If you have to privately build your stadiums is there any wonder why the A’s want to move into Silicon Valley. Earthquakes stadium is also privately funded. With most of the steel up it will open for 2015 season. Amazing that nfl/mlb is still holding onto to Oakland in the hopes of a significant public investment to support $1.5B of stadium construction–
Interesting that the PSL’s can be “paid for over time”. I would have thought that that would be a non-starter from both the team and city perspective… the whole point of PSL’s is that they raise “money up front” to help pay for the stadium. While I think the concept of PSLs is an appalling one from the fans’ perspective, it actually does work from a financing/public funding POV: those that want and can afford to enjoy the new stadium have to pony up to help pay for it.
Still, you can finance/amortize anything in the present world economy… including Alex Rodriguez, it seems.
re: the “Bay Area” link…
Nice article, Neil.
While I agree with most of it, I don’t necessarily think we could count on “dilution” of major markets with additional teams levelling the playing field. Noll is absolutely correct that it ‘should’ work that way, economically.
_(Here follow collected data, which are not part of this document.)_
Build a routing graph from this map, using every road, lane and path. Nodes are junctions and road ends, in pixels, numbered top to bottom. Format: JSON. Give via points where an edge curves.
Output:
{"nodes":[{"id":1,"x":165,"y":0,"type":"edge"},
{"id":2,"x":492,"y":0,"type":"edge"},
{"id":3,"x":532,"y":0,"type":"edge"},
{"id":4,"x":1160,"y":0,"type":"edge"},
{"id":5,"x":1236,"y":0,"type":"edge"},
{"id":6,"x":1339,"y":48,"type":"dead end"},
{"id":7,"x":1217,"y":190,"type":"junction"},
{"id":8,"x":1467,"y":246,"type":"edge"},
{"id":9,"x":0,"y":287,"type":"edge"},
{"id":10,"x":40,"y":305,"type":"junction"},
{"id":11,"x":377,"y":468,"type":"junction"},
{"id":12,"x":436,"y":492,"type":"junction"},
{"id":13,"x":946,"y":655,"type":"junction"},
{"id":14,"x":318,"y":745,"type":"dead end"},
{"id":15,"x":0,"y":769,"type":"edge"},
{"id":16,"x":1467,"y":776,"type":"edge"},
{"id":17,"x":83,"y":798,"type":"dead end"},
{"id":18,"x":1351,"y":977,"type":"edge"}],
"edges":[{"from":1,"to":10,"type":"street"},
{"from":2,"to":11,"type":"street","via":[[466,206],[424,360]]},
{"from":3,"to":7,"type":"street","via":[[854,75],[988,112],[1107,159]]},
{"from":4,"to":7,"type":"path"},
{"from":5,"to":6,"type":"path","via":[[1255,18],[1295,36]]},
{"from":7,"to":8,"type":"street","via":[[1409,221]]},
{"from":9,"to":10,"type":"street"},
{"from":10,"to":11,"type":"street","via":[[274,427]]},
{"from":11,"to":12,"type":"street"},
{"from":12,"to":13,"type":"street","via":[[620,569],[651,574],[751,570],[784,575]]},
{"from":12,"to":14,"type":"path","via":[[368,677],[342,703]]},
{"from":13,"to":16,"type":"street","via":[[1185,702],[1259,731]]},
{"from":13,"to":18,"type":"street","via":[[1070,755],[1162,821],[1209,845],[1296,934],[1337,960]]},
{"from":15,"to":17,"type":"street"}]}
However, if you own the NY Yankees or Toronto Maple Leafs, no amount of dilution is going to make you into a have not franchise (just like Leyton Orient, Crystal Palace and Fulham, despite their location in the largest city in England, are not on par with Arsenal, Chelsea or Tottenham and wouldn’t be no matter how long they managed to stay in the PL).
Lastly, I disagree with the idea that that Jacksonville Jaguars are “worth” a billion dollars. The standard for establishing fair market value is the transaction value recorded between a willing seller and a willing buyer. In professional sports in North America (and, to a degree, the world as a whole), there is no such thing as a fair market value transaction. The supply of franchises is artificially restricted, for one thing. The pool of buyers is also heavily restricted by conditions imposed by the leagues (including individual approval of prospective owners and, often, the leagues setting both the price of the transaction and a surcharge if the sale involves potential relocation).
In fact, it would be more accurate to suggest that the leagues themselves do the selling – the owner is pretty well restricted to deciding that he wants to sell, and what his minimum price is. The leagues can and do decide practically everything else.
The agencies that assign “franchise values” to sports teams are either incompetent or lazy, based on the conclusions they come to. As noted before, the Toronto Maple Leafs assigned value ballooned from $450m in 2010 to $1Bn in 2013. Yet the Maple Leafs’ actual revenues did not come close to doubling in that period (which is what should have happened if the value of the business had doubled).
What did happen?
Two communications companies – desperate for content – paid far more than the business was actually worth to secure their content at a fixed price.
Scarcity (real or perceived) is a major issue in determining valuations. When some idiot bought the (allegedly only) batmobile for $4.6m (including premiums), did this set the value for any other batmobile at $4.6m? Of course not. And the buyer admitted as much… he was going to buy it no matter how much it cost.
If George Barris ‘finds’ (ala Carroll Shelby) another batmobile underneath his sofa, does anyone believe it will sell for $4.6m too?
Most teams charge interest on PSLs that are paid over time.
That makes sense, Ben. After all, most used car dealers make as much (or more) money off financing charges as they do off the sale itself.
@Ben does the team charge interest or do the just find a third party to finance a loan (so they can get their money up front)?
The 49ers PSLs were interest free for a two year period, this period will end when stadium opens this aug. After this point there is an 8% interest charge on the amount that is left. Financing is provided by one of the banks that provided the loans for the stadium project.
From ticket rep, more than half of the PSLs have been paid in full during this interest free period.
@JMauro The Cowboys started up their own finance company for PSLs. I’m less certain about the others.